**Directions for this task**: What is needed here is every line of the records that includes "thumb".
----- Material to process
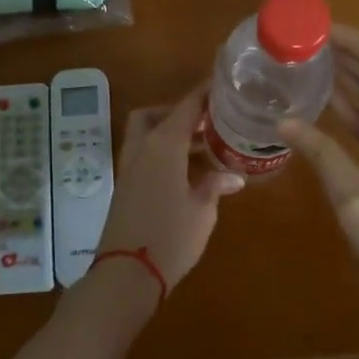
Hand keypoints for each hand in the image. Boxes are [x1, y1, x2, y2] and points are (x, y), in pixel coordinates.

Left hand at [91, 82, 243, 294]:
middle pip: (155, 115)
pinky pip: (145, 157)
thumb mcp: (202, 211)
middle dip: (179, 113)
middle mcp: (142, 149)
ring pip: (147, 136)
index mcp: (163, 145)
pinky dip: (164, 154)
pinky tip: (189, 172)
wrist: (126, 275)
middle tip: (208, 123)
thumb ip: (215, 186)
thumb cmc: (170, 237)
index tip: (222, 84)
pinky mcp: (125, 187)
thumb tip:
----------
**The answer**:
thumb mcp: (202, 211)
thumb ip: (215, 186)
thumb cmc: (170, 237)
thumb tip:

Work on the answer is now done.